*TASK DETAILS*: All the data should come back exactly as it was given.

--- GIVEN RECORDS Enclosed Below ---

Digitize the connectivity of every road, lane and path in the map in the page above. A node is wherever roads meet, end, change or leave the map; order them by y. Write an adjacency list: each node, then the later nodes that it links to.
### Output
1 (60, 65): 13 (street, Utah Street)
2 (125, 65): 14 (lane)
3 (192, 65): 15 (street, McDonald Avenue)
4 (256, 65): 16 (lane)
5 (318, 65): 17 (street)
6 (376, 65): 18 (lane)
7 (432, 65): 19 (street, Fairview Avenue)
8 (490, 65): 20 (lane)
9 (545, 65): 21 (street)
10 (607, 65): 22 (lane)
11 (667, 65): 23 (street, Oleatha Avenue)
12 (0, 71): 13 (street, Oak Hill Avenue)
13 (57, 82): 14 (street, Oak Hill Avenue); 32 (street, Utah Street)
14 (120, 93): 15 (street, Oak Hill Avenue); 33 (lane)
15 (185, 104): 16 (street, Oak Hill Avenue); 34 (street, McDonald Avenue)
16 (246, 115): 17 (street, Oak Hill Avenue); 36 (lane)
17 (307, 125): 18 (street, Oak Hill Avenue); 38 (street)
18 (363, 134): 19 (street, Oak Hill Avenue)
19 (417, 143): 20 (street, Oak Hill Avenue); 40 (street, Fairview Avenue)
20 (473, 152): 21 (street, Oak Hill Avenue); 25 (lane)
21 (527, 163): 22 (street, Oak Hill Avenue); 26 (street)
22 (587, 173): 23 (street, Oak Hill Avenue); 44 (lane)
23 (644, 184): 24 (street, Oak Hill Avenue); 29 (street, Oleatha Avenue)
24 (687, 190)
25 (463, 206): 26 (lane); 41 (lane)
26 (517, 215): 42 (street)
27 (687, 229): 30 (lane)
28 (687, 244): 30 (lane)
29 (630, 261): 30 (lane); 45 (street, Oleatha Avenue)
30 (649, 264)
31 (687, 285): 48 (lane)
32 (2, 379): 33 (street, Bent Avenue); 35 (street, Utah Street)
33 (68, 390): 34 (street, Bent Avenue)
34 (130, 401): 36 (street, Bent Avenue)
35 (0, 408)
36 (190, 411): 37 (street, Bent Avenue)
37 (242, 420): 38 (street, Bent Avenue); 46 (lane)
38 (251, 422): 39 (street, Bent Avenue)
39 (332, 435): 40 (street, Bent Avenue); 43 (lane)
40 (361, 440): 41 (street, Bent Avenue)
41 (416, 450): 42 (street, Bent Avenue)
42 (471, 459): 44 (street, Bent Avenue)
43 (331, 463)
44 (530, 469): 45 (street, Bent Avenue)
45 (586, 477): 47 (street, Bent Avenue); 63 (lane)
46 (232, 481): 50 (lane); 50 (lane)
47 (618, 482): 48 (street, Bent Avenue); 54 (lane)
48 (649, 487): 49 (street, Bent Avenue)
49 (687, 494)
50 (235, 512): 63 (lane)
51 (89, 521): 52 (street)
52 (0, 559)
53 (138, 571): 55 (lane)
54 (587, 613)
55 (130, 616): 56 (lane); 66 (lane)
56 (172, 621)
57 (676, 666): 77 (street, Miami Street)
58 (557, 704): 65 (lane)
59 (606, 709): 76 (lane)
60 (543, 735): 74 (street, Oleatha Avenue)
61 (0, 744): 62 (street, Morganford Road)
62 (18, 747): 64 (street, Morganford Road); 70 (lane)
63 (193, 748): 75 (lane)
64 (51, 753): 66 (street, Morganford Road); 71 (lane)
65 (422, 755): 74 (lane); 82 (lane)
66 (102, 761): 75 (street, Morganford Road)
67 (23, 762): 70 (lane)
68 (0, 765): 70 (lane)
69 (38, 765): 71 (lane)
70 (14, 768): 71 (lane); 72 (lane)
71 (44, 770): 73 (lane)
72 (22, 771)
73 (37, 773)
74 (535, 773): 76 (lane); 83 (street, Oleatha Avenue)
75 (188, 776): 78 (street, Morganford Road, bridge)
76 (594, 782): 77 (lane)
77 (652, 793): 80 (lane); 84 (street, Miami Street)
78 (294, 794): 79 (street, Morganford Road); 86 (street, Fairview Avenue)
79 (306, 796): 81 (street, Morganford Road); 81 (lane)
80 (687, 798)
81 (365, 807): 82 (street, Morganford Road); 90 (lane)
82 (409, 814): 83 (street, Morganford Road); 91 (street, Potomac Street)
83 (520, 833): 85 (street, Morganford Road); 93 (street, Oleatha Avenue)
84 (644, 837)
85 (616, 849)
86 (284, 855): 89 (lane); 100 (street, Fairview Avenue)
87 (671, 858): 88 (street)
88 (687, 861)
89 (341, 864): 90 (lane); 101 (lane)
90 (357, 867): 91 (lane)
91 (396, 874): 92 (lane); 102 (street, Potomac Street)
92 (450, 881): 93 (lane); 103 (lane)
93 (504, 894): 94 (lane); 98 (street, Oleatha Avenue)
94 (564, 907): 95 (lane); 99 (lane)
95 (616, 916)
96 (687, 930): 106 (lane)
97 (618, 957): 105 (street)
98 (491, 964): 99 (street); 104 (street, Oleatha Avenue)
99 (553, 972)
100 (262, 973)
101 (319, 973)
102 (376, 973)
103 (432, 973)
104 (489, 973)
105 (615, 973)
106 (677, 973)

--- End of Enclosed GIVEN RECORDS ---

*WRITTEN REPLY*:
Digitize the connectivity of every road, lane and path in the map in the page above. A node is wherever roads meet, end, change or leave the map; order them by y. Write an adjacency list: each node, then the later nodes that it links to.
### Output
1 (60, 65): 13 (street, Utah Street)
2 (125, 65): 14 (lane)
3 (192, 65): 15 (street, McDonald Avenue)
4 (256, 65): 16 (lane)
5 (318, 65): 17 (street)
6 (376, 65): 18 (lane)
7 (432, 65): 19 (street, Fairview Avenue)
8 (490, 65): 20 (lane)
9 (545, 65): 21 (street)
10 (607, 65): 22 (lane)
11 (667, 65): 23 (street, Oleatha Avenue)
12 (0, 71): 13 (street, Oak Hill Avenue)
13 (57, 82): 14 (street, Oak Hill Avenue); 32 (street, Utah Street)
14 (120, 93): 15 (street, Oak Hill Avenue); 33 (lane)
15 (185, 104): 16 (street, Oak Hill Avenue); 34 (street, McDonald Avenue)
16 (246, 115): 17 (street, Oak Hill Avenue); 36 (lane)
17 (307, 125): 18 (street, Oak Hill Avenue); 38 (street)
18 (363, 134): 19 (street, Oak Hill Avenue)
19 (417, 143): 20 (street, Oak Hill Avenue); 40 (street, Fairview Avenue)
20 (473, 152): 21 (street, Oak Hill Avenue); 25 (lane)
21 (527, 163): 22 (street, Oak Hill Avenue); 26 (street)
22 (587, 173): 23 (street, Oak Hill Avenue); 44 (lane)
23 (644, 184): 24 (street, Oak Hill Avenue); 29 (street, Oleatha Avenue)
24 (687, 190)
25 (463, 206): 26 (lane); 41 (lane)
26 (517, 215): 42 (street)
27 (687, 229): 30 (lane)
28 (687, 244): 30 (lane)
29 (630, 261): 30 (lane); 45 (street, Oleatha Avenue)
30 (649, 264)
31 (687, 285): 48 (lane)
32 (2, 379): 33 (street, Bent Avenue); 35 (street, Utah Street)
33 (68, 390): 34 (street, Bent Avenue)
34 (130, 401): 36 (street, Bent Avenue)
35 (0, 408)
36 (190, 411): 37 (street, Bent Avenue)
37 (242, 420): 38 (street, Bent Avenue); 46 (lane)
38 (251, 422): 39 (street, Bent Avenue)
39 (332, 435): 40 (street, Bent Avenue); 43 (lane)
40 (361, 440): 41 (street, Bent Avenue)
41 (416, 450): 42 (street, Bent Avenue)
42 (471, 459): 44 (street, Bent Avenue)
43 (331, 463)
44 (530, 469): 45 (street, Bent Avenue)
45 (586, 477): 47 (street, Bent Avenue); 63 (lane)
46 (232, 481): 50 (lane); 50 (lane)
47 (618, 482): 48 (street, Bent Avenue); 54 (lane)
48 (649, 487): 49 (street, Bent Avenue)
49 (687, 494)
50 (235, 512): 63 (lane)
51 (89, 521): 52 (street)
52 (0, 559)
53 (138, 571): 55 (lane)
54 (587, 613)
55 (130, 616): 56 (lane); 66 (lane)
56 (172, 621)
57 (676, 666): 77 (street, Miami Street)
58 (557, 704): 65 (lane)
59 (606, 709): 76 (lane)
60 (543, 735): 74 (street, Oleatha Avenue)
61 (0, 744): 62 (street, Morganford Road)
62 (18, 747): 64 (street, Morganford Road); 70 (lane)
63 (193, 748): 75 (lane)
64 (51, 753): 66 (street, Morganford Road); 71 (lane)
65 (422, 755): 74 (lane); 82 (lane)
66 (102, 761): 75 (street, Morganford Road)
67 (23, 762): 70 (lane)
68 (0, 765): 70 (lane)
69 (38, 765): 71 (lane)
70 (14, 768): 71 (lane); 72 (lane)
71 (44, 770): 73 (lane)
72 (22, 771)
73 (37, 773)
74 (535, 773): 76 (lane); 83 (street, Oleatha Avenue)
75 (188, 776): 78 (street, Morganford Road, bridge)
76 (594, 782): 77 (lane)
77 (652, 793): 80 (lane); 84 (street, Miami Street)
78 (294, 794): 79 (street, Morganford Road); 86 (street, Fairview Avenue)
79 (306, 796): 81 (street, Morganford Road); 81 (lane)
80 (687, 798)
81 (365, 807): 82 (street, Morganford Road); 90 (lane)
82 (409, 814): 83 (street, Morganford Road); 91 (street, Potomac Street)
83 (520, 833): 85 (street, Morganford Road); 93 (street, Oleatha Avenue)
84 (644, 837)
85 (616, 849)
86 (284, 855): 89 (lane); 100 (street, Fairview Avenue)
87 (671, 858): 88 (street)
88 (687, 861)
89 (341, 864): 90 (lane); 101 (lane)
90 (357, 867): 91 (lane)
91 (396, 874): 92 (lane); 102 (street, Potomac Street)
92 (450, 881): 93 (lane); 103 (lane)
93 (504, 894): 94 (lane); 98 (street, Oleatha Avenue)
94 (564, 907): 95 (lane); 99 (lane)
95 (616, 916)
96 (687, 930): 106 (lane)
97 (618, 957): 105 (street)
98 (491, 964): 99 (street); 104 (street, Oleatha Avenue)
99 (553, 972)
100 (262, 973)
101 (319, 973)
102 (376, 973)
103 (432, 973)
104 (489, 973)
105 (615, 973)
106 (677, 973)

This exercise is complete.